*Data for review*.
····················
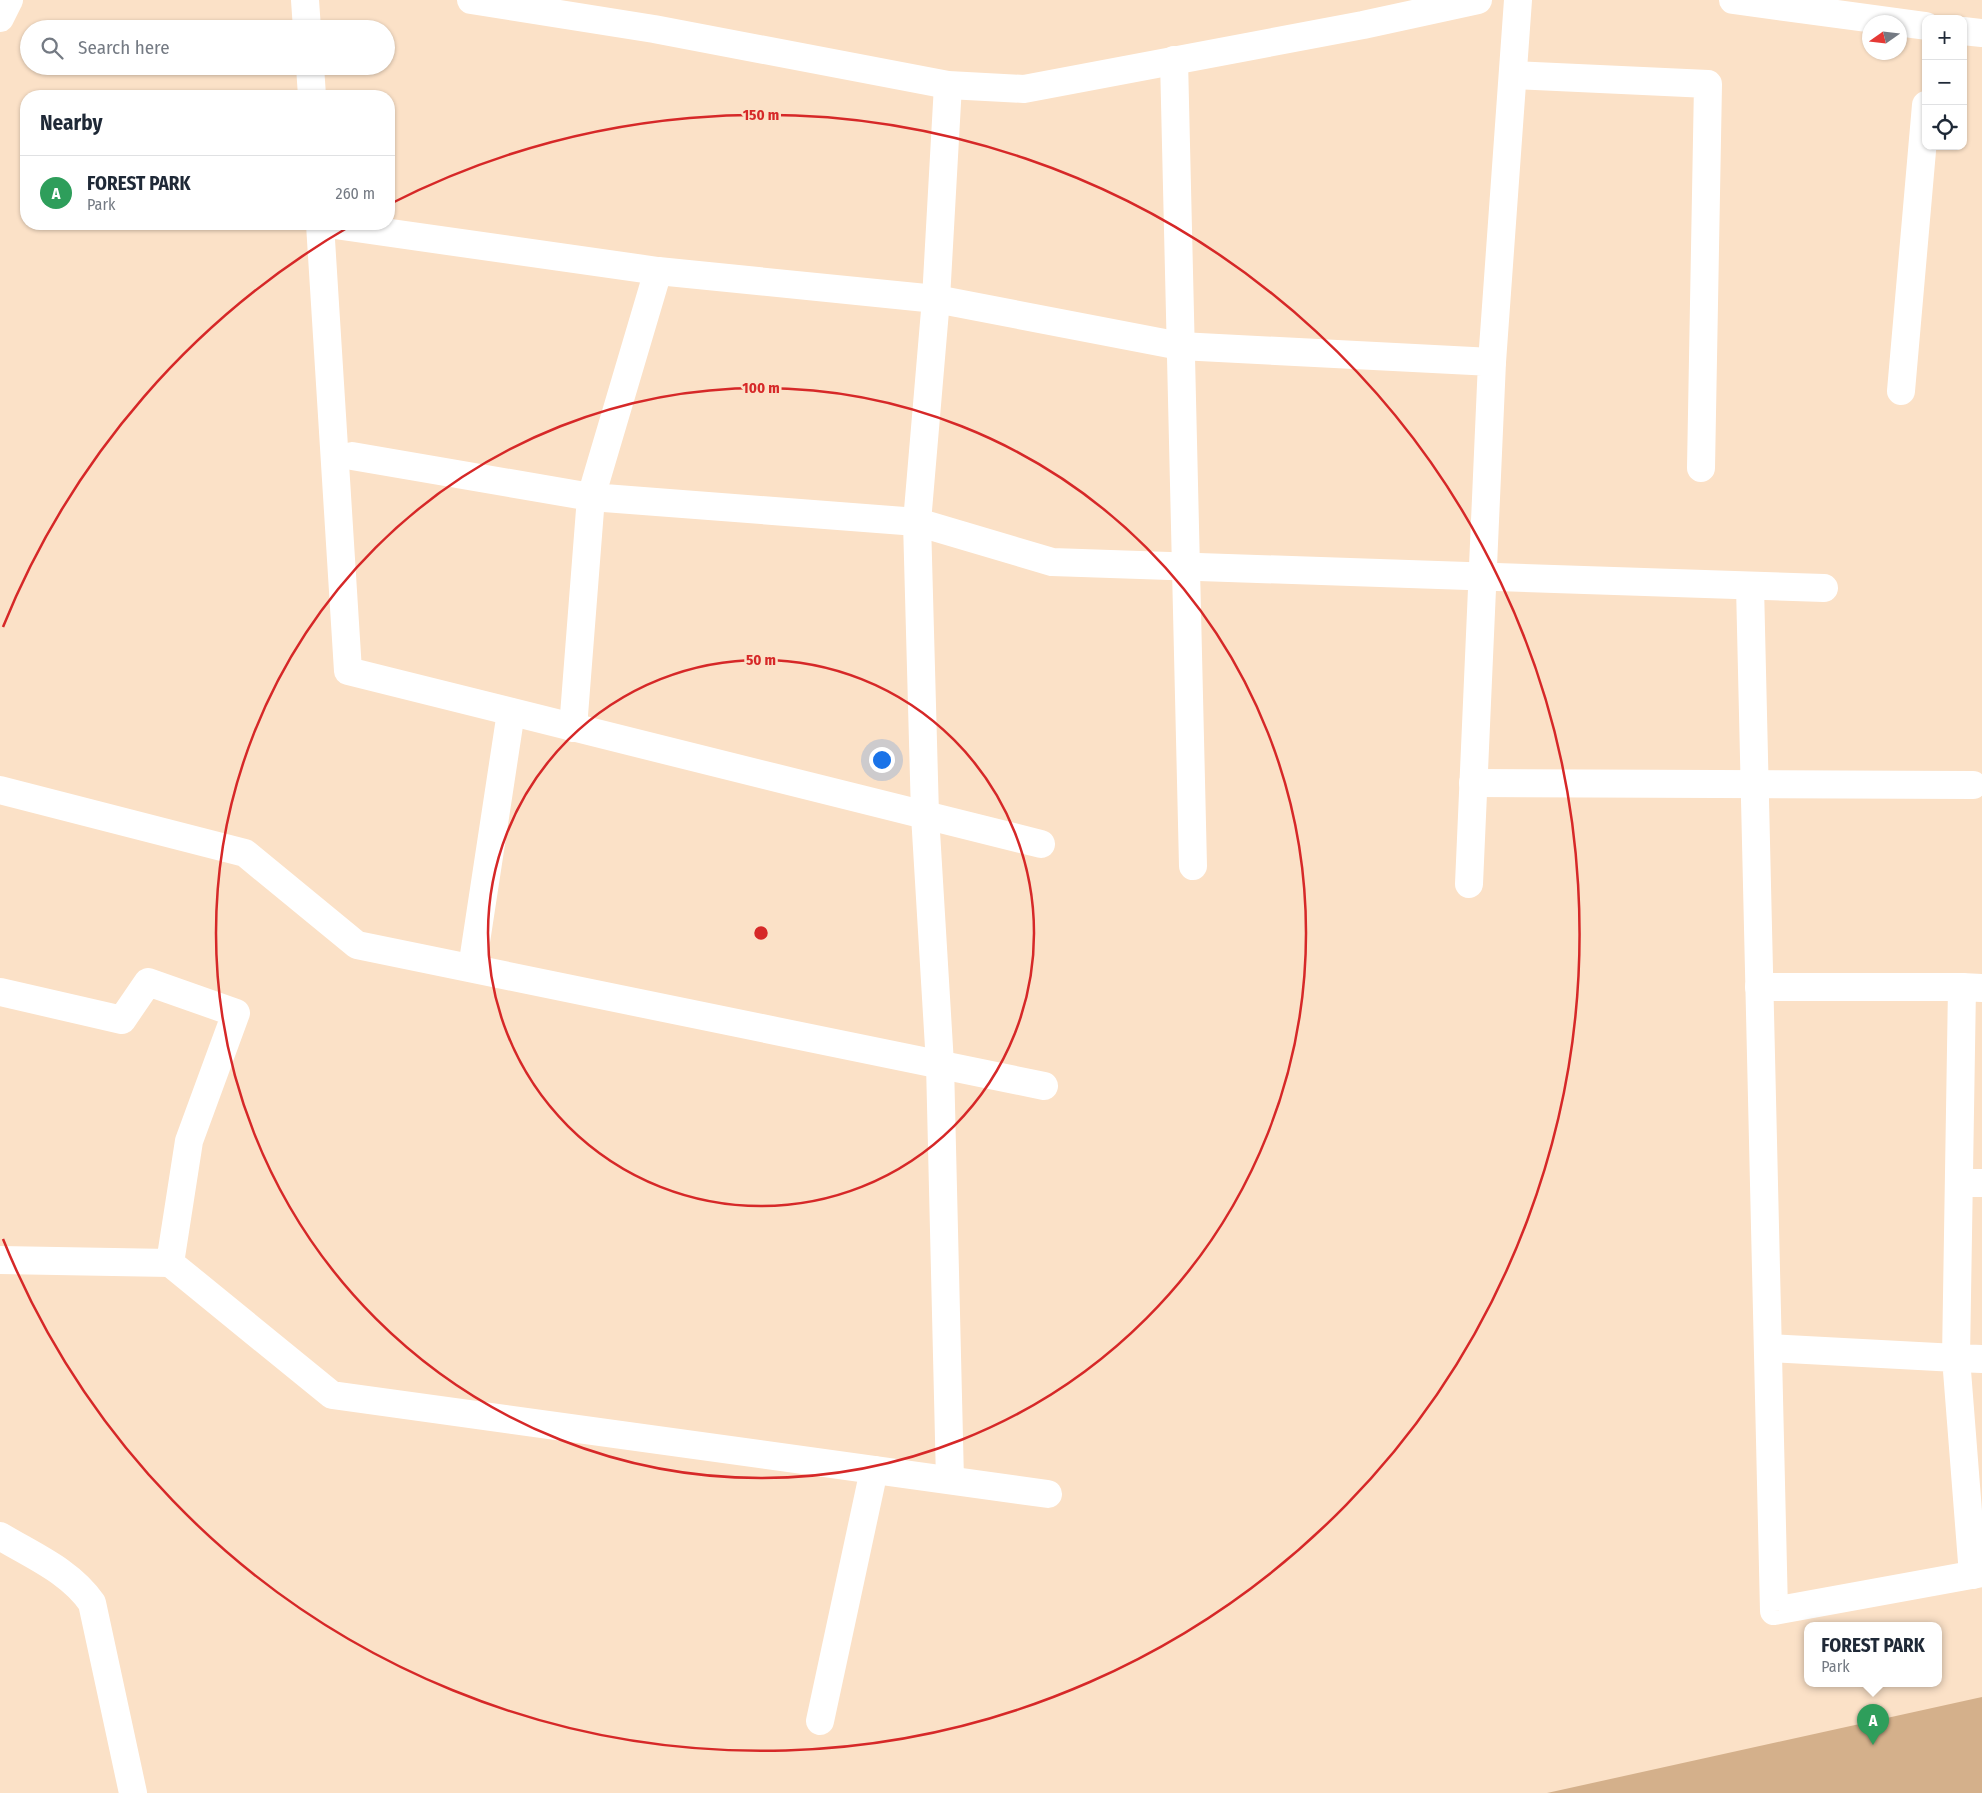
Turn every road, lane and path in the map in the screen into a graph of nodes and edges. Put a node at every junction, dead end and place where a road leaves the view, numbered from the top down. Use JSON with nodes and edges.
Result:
{"nodes":[{"id":1,"x":9,"y":0,"type":"edge"},
{"id":2,"x":305,"y":0,"type":"edge"},
{"id":3,"x":471,"y":0,"type":"edge"},
{"id":4,"x":1478,"y":0,"type":"edge"},
{"id":5,"x":1518,"y":0,"type":"edge"},
{"id":6,"x":1733,"y":0,"type":"edge"},
{"id":7,"x":0,"y":18,"type":"edge"},
{"id":8,"x":306,"y":20,"type":"edge"},
{"id":9,"x":1922,"y":25,"type":"edge"},
{"id":10,"x":1967,"y":31,"type":"edge"},
{"id":11,"x":1982,"y":33,"type":"edge"},
{"id":12,"x":1174,"y":60,"type":"junction"},
{"id":13,"x":311,"y":75,"type":"edge"},
{"id":14,"x":1513,"y":75,"type":"junction"},
{"id":15,"x":948,"y":85,"type":"junction"},
{"id":16,"x":312,"y":90,"type":"edge"},
{"id":17,"x":1922,"y":150,"type":"edge"},
{"id":18,"x":320,"y":230,"type":"edge"},
{"id":19,"x":369,"y":230,"type":"edge"},
{"id":20,"x":658,"y":272,"type":"junction"},
{"id":21,"x":936,"y":298,"type":"junction"},
{"id":22,"x":1180,"y":346,"type":"junction"},
{"id":23,"x":1492,"y":362,"type":"junction"},
{"id":24,"x":1901,"y":391,"type":"dead end"},
{"id":25,"x":352,"y":456,"type":"dead end"},
{"id":26,"x":1701,"y":468,"type":"dead end"},
{"id":27,"x":591,"y":497,"type":"junction"},
{"id":28,"x":917,"y":522,"type":"junction"},
{"id":29,"x":1185,"y":567,"type":"junction"},
{"id":30,"x":1483,"y":576,"type":"junction"},
{"id":31,"x":1750,"y":586,"type":"junction"},
{"id":32,"x":1824,"y":588,"type":"dead end"},
{"id":33,"x":511,"y":712,"type":"junction"},
{"id":34,"x":573,"y":728,"type":"junction"},
{"id":35,"x":1473,"y":782,"type":"junction"},
{"id":36,"x":1755,"y":784,"type":"junction"},
{"id":37,"x":1974,"y":784,"type":"dead end"},
{"id":38,"x":0,"y":790,"type":"edge"},
{"id":39,"x":925,"y":815,"type":"junction"},
{"id":40,"x":1041,"y":844,"type":"dead end"},
{"id":41,"x":1193,"y":866,"type":"dead end"},
{"id":42,"x":1469,"y":884,"type":"dead end"},
{"id":43,"x":472,"y":968,"type":"junction"},
{"id":44,"x":1760,"y":987,"type":"junction"},
{"id":45,"x":1972,"y":988,"type":"edge"},
{"id":46,"x":0,"y":992,"type":"edge"},
{"id":47,"x":940,"y":1064,"type":"junction"},
{"id":48,"x":1044,"y":1086,"type":"dead end"},
{"id":49,"x":1970,"y":1183,"type":"edge"},
{"id":50,"x":0,"y":1260,"type":"edge"},
{"id":51,"x":170,"y":1263,"type":"junction"},
{"id":52,"x":1768,"y":1348,"type":"junction"},
{"id":53,"x":1969,"y":1358,"type":"edge"},
{"id":54,"x":874,"y":1470,"type":"junction"},
{"id":55,"x":950,"y":1480,"type":"junction"},
{"id":56,"x":1048,"y":1494,"type":"dead end"},
{"id":57,"x":0,"y":1536,"type":"edge"},
{"id":58,"x":1978,"y":1574,"type":"edge"},
{"id":59,"x":820,"y":1721,"type":"dead end"},
{"id":60,"x":133,"y":1793,"type":"edge"}],
"edges":[{"from":1,"to":7,"type":"street"},
{"from":2,"to":8,"type":"street"},
{"from":3,"to":15,"type":"street"},
{"from":4,"to":12,"type":"street"},
{"from":5,"to":14,"type":"street"},
{"from":6,"to":9,"type":"street"},
{"from":10,"to":11,"type":"street"},
{"from":12,"to":15,"type":"street"},
{"from":12,"to":22,"type":"street"},
{"from":13,"to":16,"type":"street"},
{"from":14,"to":23,"type":"street"},
{"from":14,"to":26,"type":"street"},
{"from":15,"to":21,"type":"street"},
{"from":17,"to":24,"type":"street"},
{"from":18,"to":33,"type":"street"},
{"from":19,"to":20,"type":"street"},
{"from":20,"to":21,"type":"street"},
{"from":20,"to":27,"type":"street"},
{"from":21,"to":22,"type":"street"},
{"from":21,"to":28,"type":"street"},
{"from":22,"to":23,"type":"street"},
{"from":22,"to":29,"type":"street"},
{"from":23,"to":30,"type":"street"},
{"from":25,"to":27,"type":"street"},
{"from":27,"to":28,"type":"street"},
{"from":27,"to":34,"type":"street"},
{"from":28,"to":29,"type":"street"},
{"from":28,"to":39,"type":"street"},
{"from":29,"to":30,"type":"street"},
{"from":29,"to":41,"type":"street"},
{"from":30,"to":31,"type":"street"},
{"from":30,"to":35,"type":"street"},
{"from":31,"to":32,"type":"street"},
{"from":31,"to":36,"type":"street"},
{"from":33,"to":34,"type":"street"},
{"from":33,"to":43,"type":"street"},
{"from":34,"to":39,"type":"street"},
{"from":35,"to":36,"type":"street"},
{"from":35,"to":42,"type":"street"},
{"from":36,"to":37,"type":"street"},
{"from":36,"to":44,"type":"street"},
{"from":38,"to":43,"type":"street"},
{"from":39,"to":40,"type":"street"},
{"from":39,"to":47,"type":"street"},
{"from":43,"to":47,"type":"street"},
{"from":44,"to":45,"type":"street"},
{"from":44,"to":52,"type":"street"},
{"from":45,"to":49,"type":"street"},
{"from":46,"to":51,"type":"street"},
{"from":47,"to":48,"type":"street"},
{"from":47,"to":55,"type":"street"},
{"from":49,"to":53,"type":"street"},
{"from":50,"to":51,"type":"street"},
{"from":51,"to":54,"type":"street"},
{"from":52,"to":53,"type":"street"},
{"from":52,"to":58,"type":"street"},
{"from":53,"to":58,"type":"street"},
{"from":54,"to":55,"type":"street"},
{"from":54,"to":59,"type":"street"},
{"from":55,"to":56,"type":"street"},
{"from":57,"to":60,"type":"street"}]}
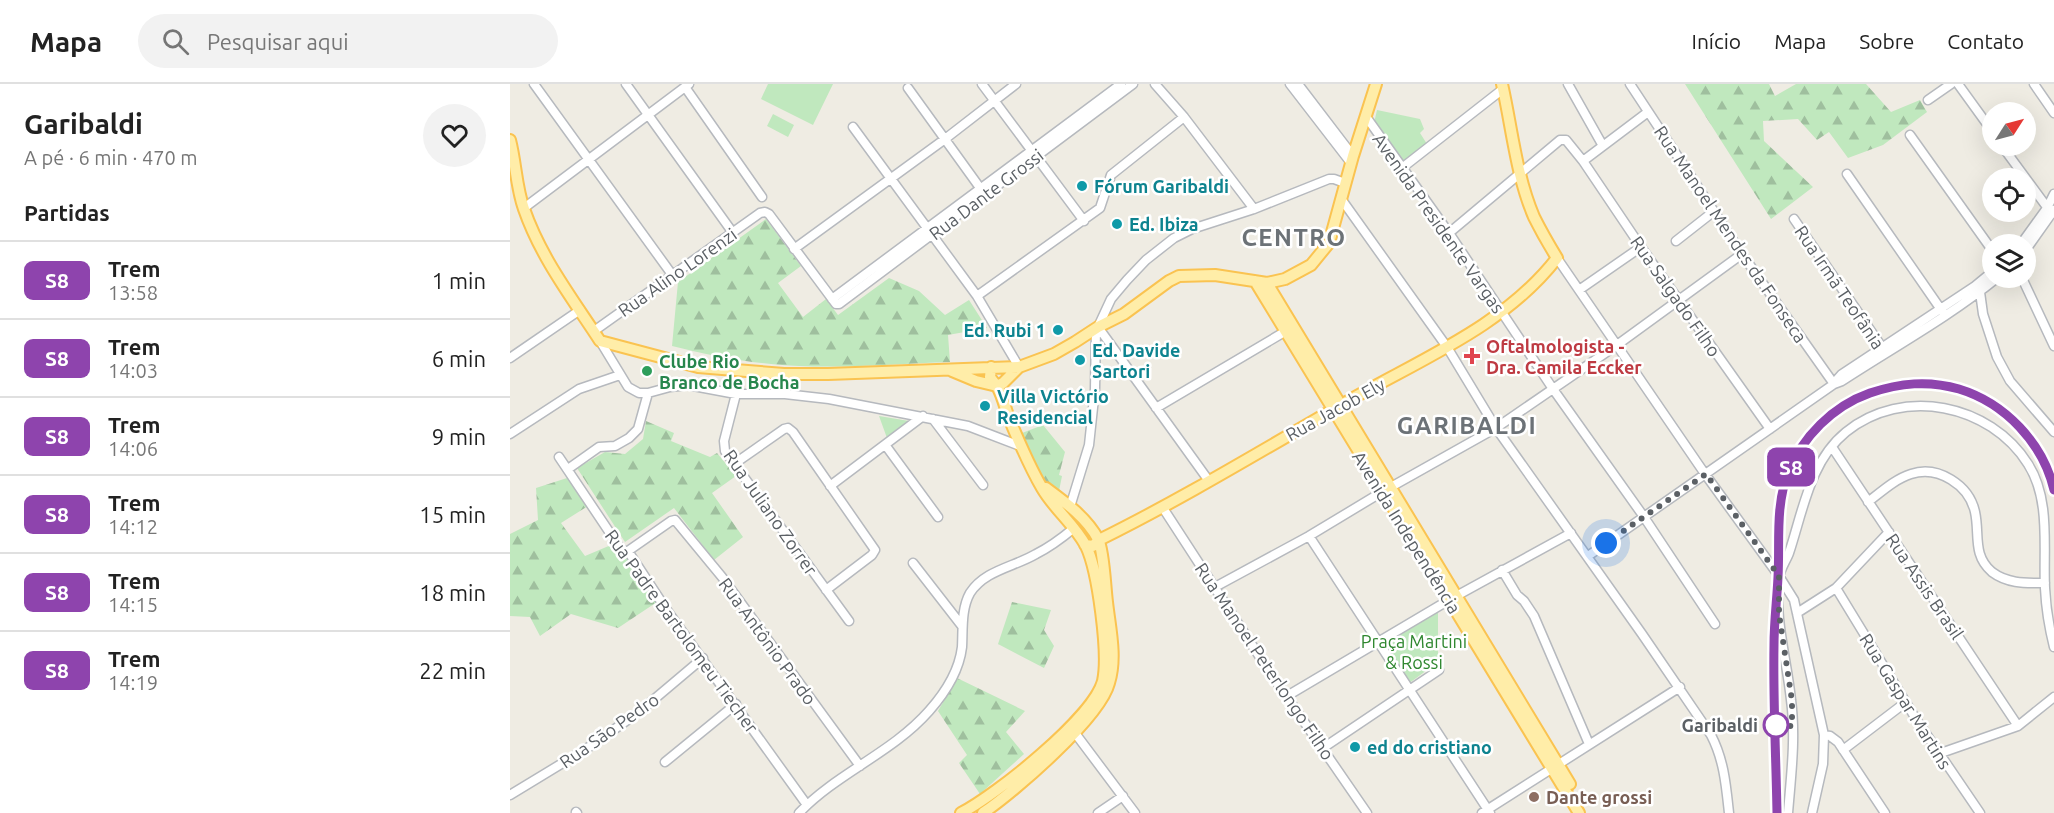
····················
*About this task*. Retype all the entries exactly; drop the pictures.

*Solution for this problem*.
Turn every road, lane and path in the map in the screen into a graph of nodes and edges. Put a node at every junction, dead end and place where a road leaves the view, numbered from the top down. Use JSON with nodes and edges.
Result:
{"nodes":[{"id":1,"x":9,"y":0,"type":"edge"},
{"id":2,"x":305,"y":0,"type":"edge"},
{"id":3,"x":471,"y":0,"type":"edge"},
{"id":4,"x":1478,"y":0,"type":"edge"},
{"id":5,"x":1518,"y":0,"type":"edge"},
{"id":6,"x":1733,"y":0,"type":"edge"},
{"id":7,"x":0,"y":18,"type":"edge"},
{"id":8,"x":306,"y":20,"type":"edge"},
{"id":9,"x":1922,"y":25,"type":"edge"},
{"id":10,"x":1967,"y":31,"type":"edge"},
{"id":11,"x":1982,"y":33,"type":"edge"},
{"id":12,"x":1174,"y":60,"type":"junction"},
{"id":13,"x":311,"y":75,"type":"edge"},
{"id":14,"x":1513,"y":75,"type":"junction"},
{"id":15,"x":948,"y":85,"type":"junction"},
{"id":16,"x":312,"y":90,"type":"edge"},
{"id":17,"x":1922,"y":150,"type":"edge"},
{"id":18,"x":320,"y":230,"type":"edge"},
{"id":19,"x":369,"y":230,"type":"edge"},
{"id":20,"x":658,"y":272,"type":"junction"},
{"id":21,"x":936,"y":298,"type":"junction"},
{"id":22,"x":1180,"y":346,"type":"junction"},
{"id":23,"x":1492,"y":362,"type":"junction"},
{"id":24,"x":1901,"y":391,"type":"dead end"},
{"id":25,"x":352,"y":456,"type":"dead end"},
{"id":26,"x":1701,"y":468,"type":"dead end"},
{"id":27,"x":591,"y":497,"type":"junction"},
{"id":28,"x":917,"y":522,"type":"junction"},
{"id":29,"x":1185,"y":567,"type":"junction"},
{"id":30,"x":1483,"y":576,"type":"junction"},
{"id":31,"x":1750,"y":586,"type":"junction"},
{"id":32,"x":1824,"y":588,"type":"dead end"},
{"id":33,"x":511,"y":712,"type":"junction"},
{"id":34,"x":573,"y":728,"type":"junction"},
{"id":35,"x":1473,"y":782,"type":"junction"},
{"id":36,"x":1755,"y":784,"type":"junction"},
{"id":37,"x":1974,"y":784,"type":"dead end"},
{"id":38,"x":0,"y":790,"type":"edge"},
{"id":39,"x":925,"y":815,"type":"junction"},
{"id":40,"x":1041,"y":844,"type":"dead end"},
{"id":41,"x":1193,"y":866,"type":"dead end"},
{"id":42,"x":1469,"y":884,"type":"dead end"},
{"id":43,"x":472,"y":968,"type":"junction"},
{"id":44,"x":1760,"y":987,"type":"junction"},
{"id":45,"x":1972,"y":988,"type":"edge"},
{"id":46,"x":0,"y":992,"type":"edge"},
{"id":47,"x":940,"y":1064,"type":"junction"},
{"id":48,"x":1044,"y":1086,"type":"dead end"},
{"id":49,"x":1970,"y":1183,"type":"edge"},
{"id":50,"x":0,"y":1260,"type":"edge"},
{"id":51,"x":170,"y":1263,"type":"junction"},
{"id":52,"x":1768,"y":1348,"type":"junction"},
{"id":53,"x":1969,"y":1358,"type":"edge"},
{"id":54,"x":874,"y":1470,"type":"junction"},
{"id":55,"x":950,"y":1480,"type":"junction"},
{"id":56,"x":1048,"y":1494,"type":"dead end"},
{"id":57,"x":0,"y":1536,"type":"edge"},
{"id":58,"x":1978,"y":1574,"type":"edge"},
{"id":59,"x":820,"y":1721,"type":"dead end"},
{"id":60,"x":133,"y":1793,"type":"edge"}],
"edges":[{"from":1,"to":7,"type":"street"},
{"from":2,"to":8,"type":"street"},
{"from":3,"to":15,"type":"street"},
{"from":4,"to":12,"type":"street"},
{"from":5,"to":14,"type":"street"},
{"from":6,"to":9,"type":"street"},
{"from":10,"to":11,"type":"street"},
{"from":12,"to":15,"type":"street"},
{"from":12,"to":22,"type":"street"},
{"from":13,"to":16,"type":"street"},
{"from":14,"to":23,"type":"street"},
{"from":14,"to":26,"type":"street"},
{"from":15,"to":21,"type":"street"},
{"from":17,"to":24,"type":"street"},
{"from":18,"to":33,"type":"street"},
{"from":19,"to":20,"type":"street"},
{"from":20,"to":21,"type":"street"},
{"from":20,"to":27,"type":"street"},
{"from":21,"to":22,"type":"street"},
{"from":21,"to":28,"type":"street"},
{"from":22,"to":23,"type":"street"},
{"from":22,"to":29,"type":"street"},
{"from":23,"to":30,"type":"street"},
{"from":25,"to":27,"type":"street"},
{"from":27,"to":28,"type":"street"},
{"from":27,"to":34,"type":"street"},
{"from":28,"to":29,"type":"street"},
{"from":28,"to":39,"type":"street"},
{"from":29,"to":30,"type":"street"},
{"from":29,"to":41,"type":"street"},
{"from":30,"to":31,"type":"street"},
{"from":30,"to":35,"type":"street"},
{"from":31,"to":32,"type":"street"},
{"from":31,"to":36,"type":"street"},
{"from":33,"to":34,"type":"street"},
{"from":33,"to":43,"type":"street"},
{"from":34,"to":39,"type":"street"},
{"from":35,"to":36,"type":"street"},
{"from":35,"to":42,"type":"street"},
{"from":36,"to":37,"type":"street"},
{"from":36,"to":44,"type":"street"},
{"from":38,"to":43,"type":"street"},
{"from":39,"to":40,"type":"street"},
{"from":39,"to":47,"type":"street"},
{"from":43,"to":47,"type":"street"},
{"from":44,"to":45,"type":"street"},
{"from":44,"to":52,"type":"street"},
{"from":45,"to":49,"type":"street"},
{"from":46,"to":51,"type":"street"},
{"from":47,"to":48,"type":"street"},
{"from":47,"to":55,"type":"street"},
{"from":49,"to":53,"type":"street"},
{"from":50,"to":51,"type":"street"},
{"from":51,"to":54,"type":"street"},
{"from":52,"to":53,"type":"street"},
{"from":52,"to":58,"type":"street"},
{"from":53,"to":58,"type":"street"},
{"from":54,"to":55,"type":"street"},
{"from":54,"to":59,"type":"street"},
{"from":55,"to":56,"type":"street"},
{"from":57,"to":60,"type":"street"}]}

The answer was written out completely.